Napoleon might have marched back from Moscow with undecimated legions safely enough, if the heart of those legions had not been crushed. The White Guard, with their faces turned homeward, and the man they had sought for in their care, seemed to have acquired new strength. Through days of dreadful cold, through nights of appalling fierceness, through storm upon the plains that made for them paralysing coverlets, they marched. And if Lepage did not grow stronger, life at least was kept in him.
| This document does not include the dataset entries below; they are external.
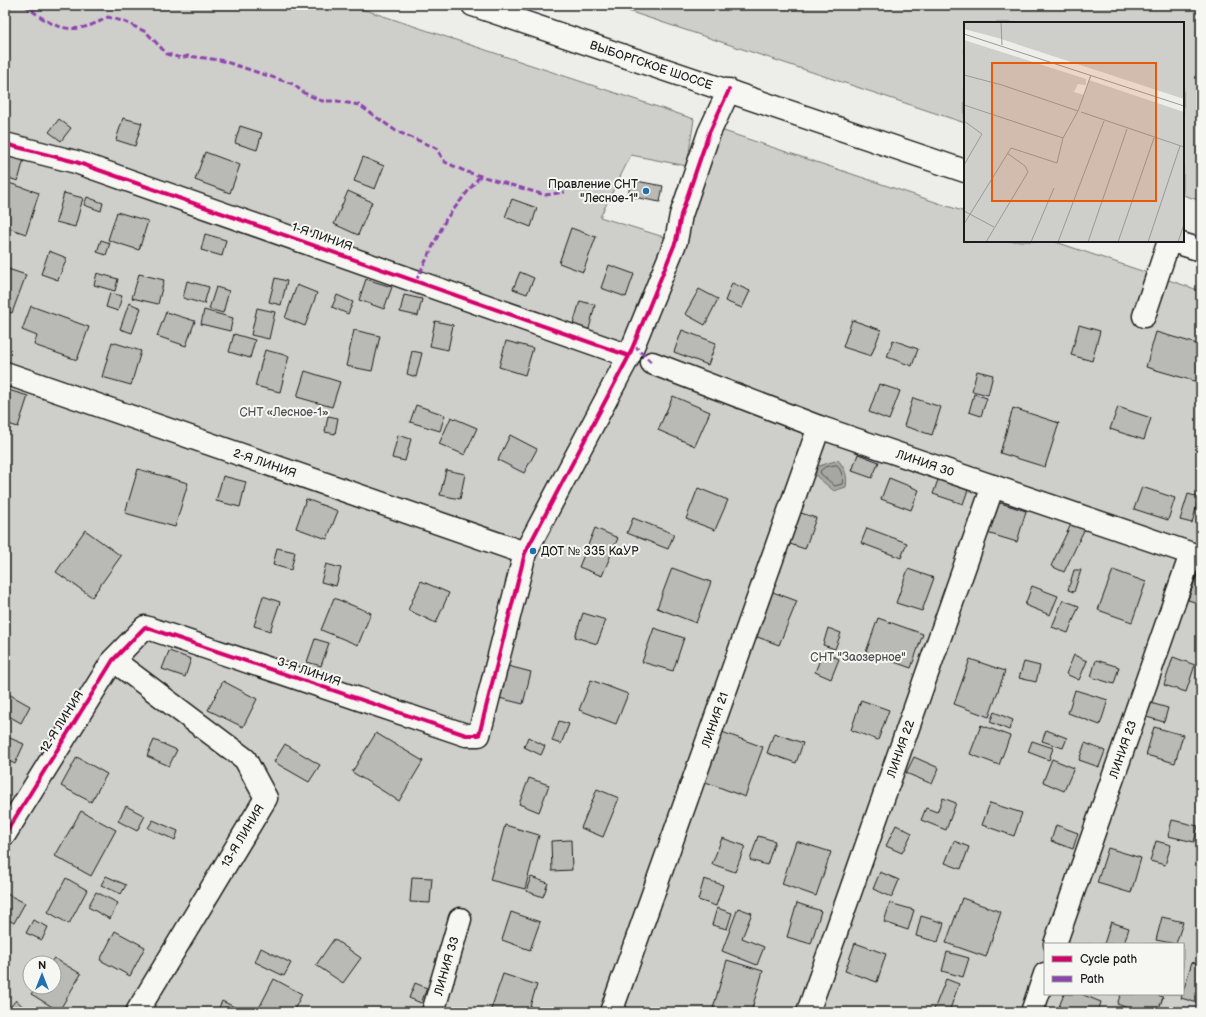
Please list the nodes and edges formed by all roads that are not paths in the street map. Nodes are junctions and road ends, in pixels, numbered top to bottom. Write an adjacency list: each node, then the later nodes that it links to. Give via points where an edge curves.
1 (473, 5): 2 (street, ВЫБОРГСКОЕ ШОССЕ)
2 (729, 90): 4 (street, ВЫБОРГСКОЕ ШОССЕ); 9 (street, via 709,133 681,215 676,241)
3 (5, 144): 9 (street, 1-Я ЛИНИЯ, via 83,164)
4 (964, 170)
5 (1171, 242): 8 (street)
6 (1174, 242): 7 (street)
7 (1201, 250)
8 (1144, 316)
9 (629, 356): 14 (street)
10 (652, 363): 12 (street, ЛИНИЯ 30)
11 (5, 373): 14 (street, 2-Я ЛИНИЯ)
12 (819, 428): 13 (street, ЛИНИЯ 30); 24 (street, ЛИНИЯ 21)
13 (993, 486): 15 (street, ЛИНИЯ 30); 25 (street, ЛИНИЯ 22)
14 (525, 553): 16 (street, 3-Я ЛИНИЯ, via 479,735 466,735)
15 (1196, 556): 20 (street, ЛИНИЯ 23)
16 (145, 627): 17 (street, 12-Я ЛИНИЯ)
17 (112, 660): 18 (street, 12-Я ЛИНИЯ); 22 (street, 13-Я ЛИНИЯ, via 245,759 266,798)
18 (5, 834)
19 (460, 919): 23 (street, ЛИНИЯ 33)
20 (1056, 943)
21 (1044, 977): 26 (street)
22 (137, 1012)
23 (433, 1012)
24 (611, 1012)
25 (808, 1012)
26 (1032, 1012)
There was little speech among them, but once in a while Gaspe Toujours sang snatches of the songs of the voyageurs of the great rivers; and the hearts of all were strong. Between Bouche and his master there was occasional demonstration. On the twentieth day homeward, Hume said with his hand on the dog's head "It had to be done, Bouche; even a dog could see that."

And so it was "all right" for the White Guard. One day when the sun was warmer than usual over Fort Providence, and just sixty-five days since that cheer had gone up from apprehensive hearts for brave men going out into the Barren Grounds, Sergeant Gosse, who, every day, and of late many times a day, had swept the north-east with a field-glass, rushed into the chief-factor's office, and with a broken voice cried: "They've all come! They've come!" Then he leaned his arm and head against the wall and sobbed. And the old factor rose from his chair tremblingly, and said his thank-god, and went hurriedly into the square. He did not go steadily, however, the joyous news had shaken him, sturdy old pioneer as he was. A fringe of white had grown about his temples in the last two months. The people of the fort had said they had never seen him so irascible, yet so gentle; so uneasy, yet so reserved; so stern about the mouth, yet so kind about the eyes as he had been since Hume had gone on this desperate errand.
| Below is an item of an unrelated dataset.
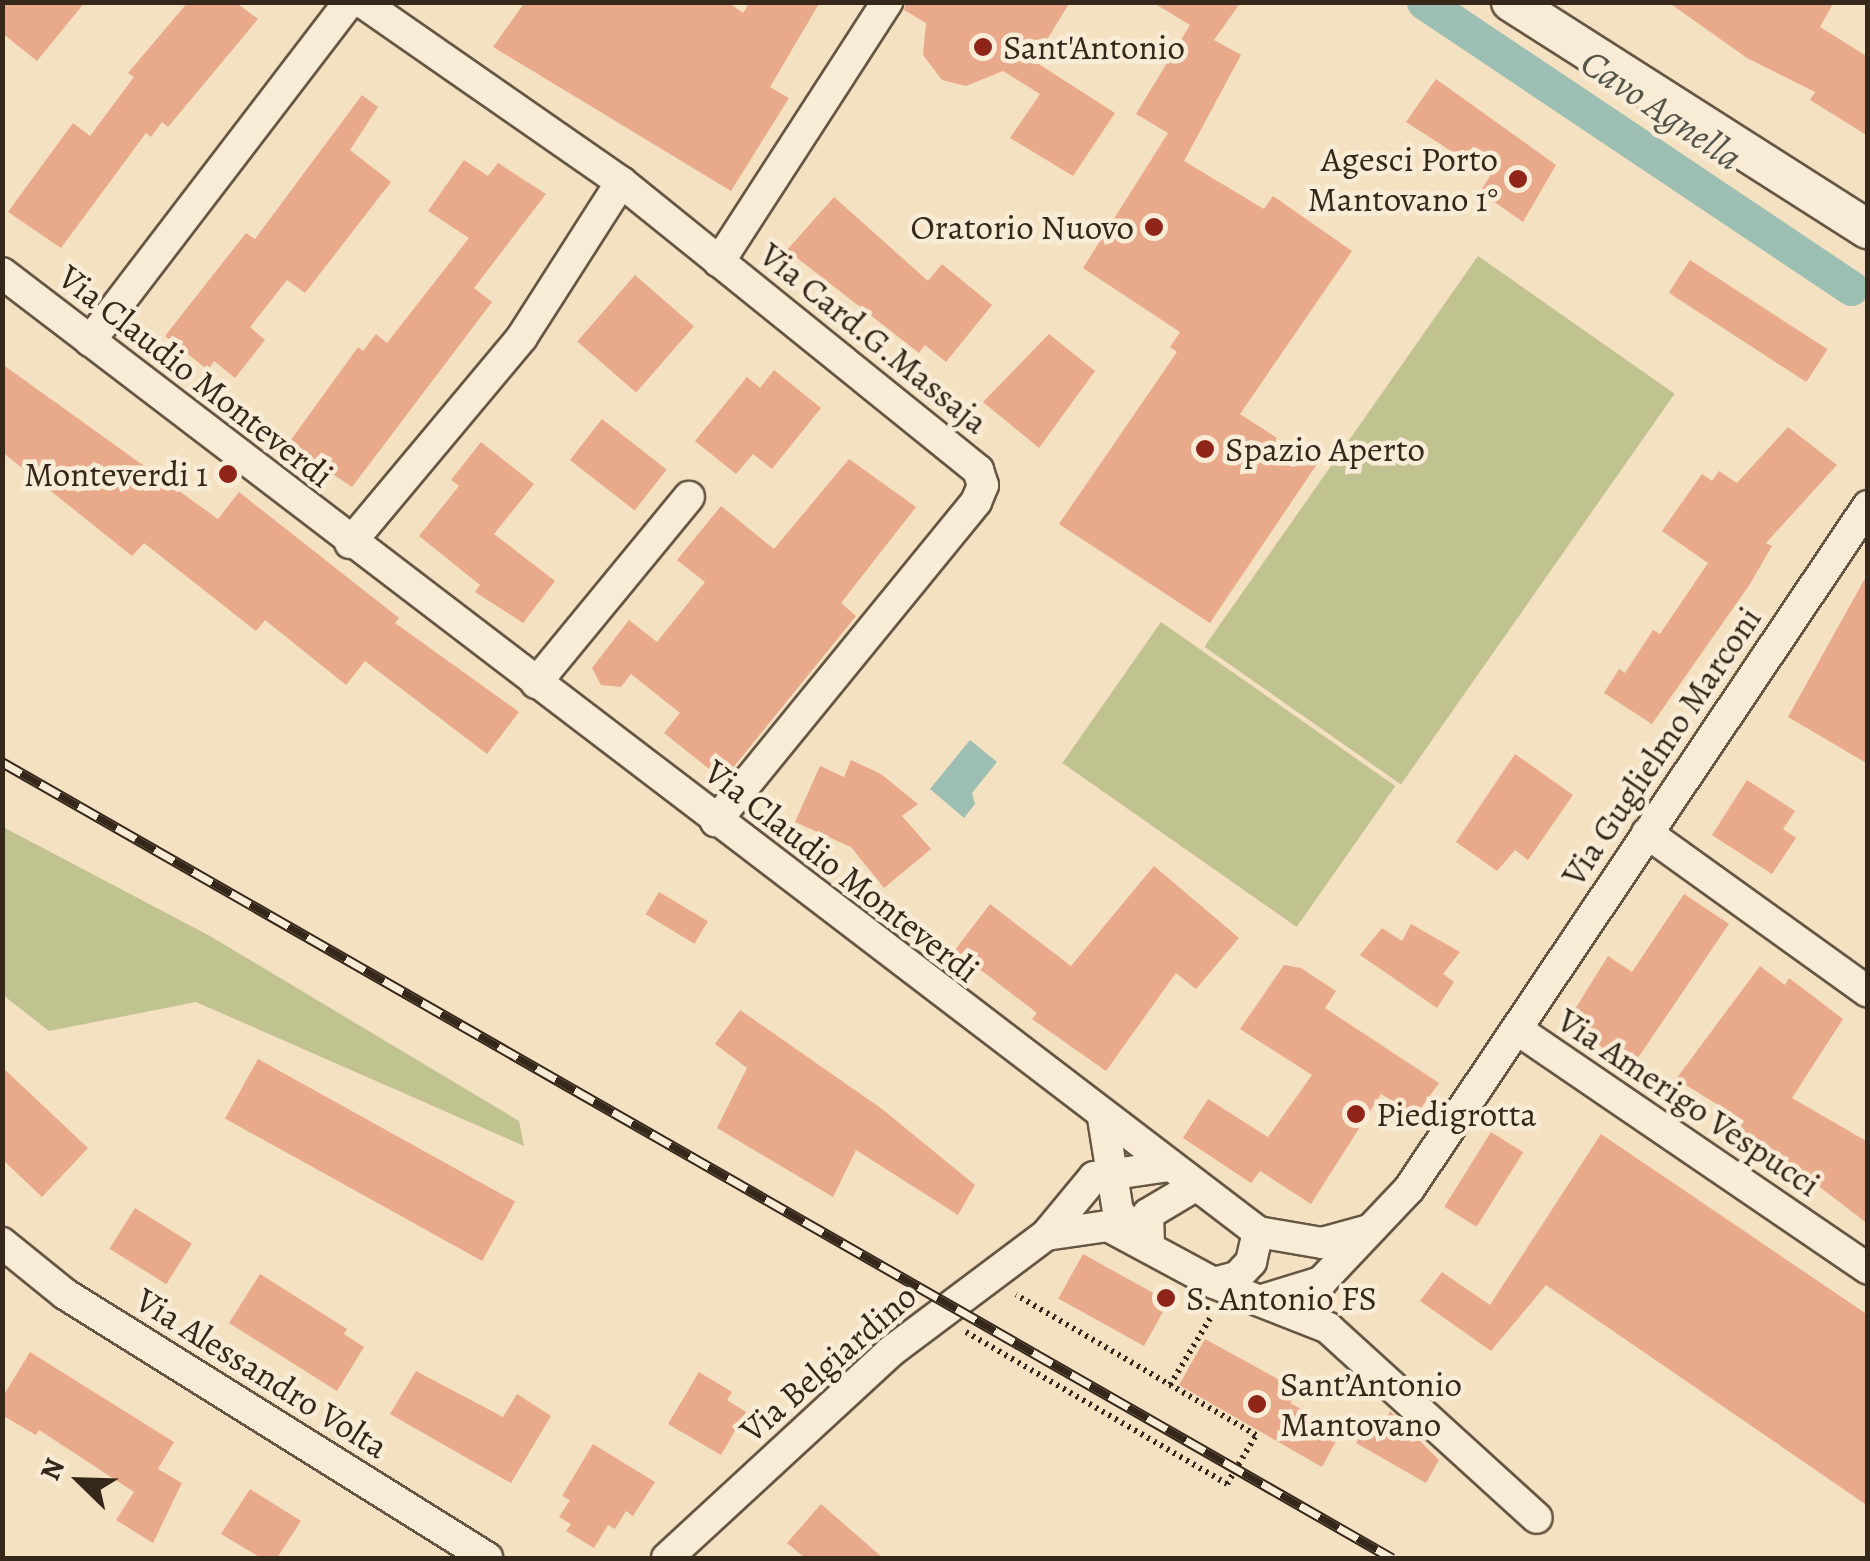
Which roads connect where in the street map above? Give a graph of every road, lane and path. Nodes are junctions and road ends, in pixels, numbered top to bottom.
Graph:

Already the handful of people at the fort had gathered. Indians left the store, and joined the rest; the factor and Sergeant Gosse set out to meet the little army of relief. To the factor's "In the name of the Hudson's Bay Company, Mr. Hume," when they met there came "By the help of God, sir," and he pointed to the sled whereon Lepage lay. A feeble hand was clasped in the burly hand of the factor, and then they all fell into line again, Cloud-in-the-Sky running ahead of the dogs. Snow had fallen on them, and as they entered the stockade, men and dogs were white from head to foot.

The White Guard had come back. Jaspar Hume as simply acknowledged his strident welcome as he had done the God-speed two months and more ago. With the factor he bore the sick man in, and laid him on his own bed. Then he came outside again, and when they cheered him once more, he said: "We have come safe through, and I'm thankful. But remember that my comrades in this march deserve your cheers more than I. Without them I couldn't have done anything."

"In our infirmities and in all our dangers and necessities," added Jeff Hyde. "The luck of the world was in that book!"

In another half-hour the White Guard was at ease, and four of them were gathered about the great stove in the store, Cloud-in-the-Sky smoking placidly, and full of guttural emphasis; Late Carscallen moving his animal-like jaws with a sense of satisfaction; Gaspe Toujours talking in Chinook to the Indians, in patois to the French clerk, and in broken English to them all; and Jeff Hyde exclaiming on the wonders of the march, the finding of Lepage at Manitou Mountain, and of himself and Gaspe Toujours buried in the snow.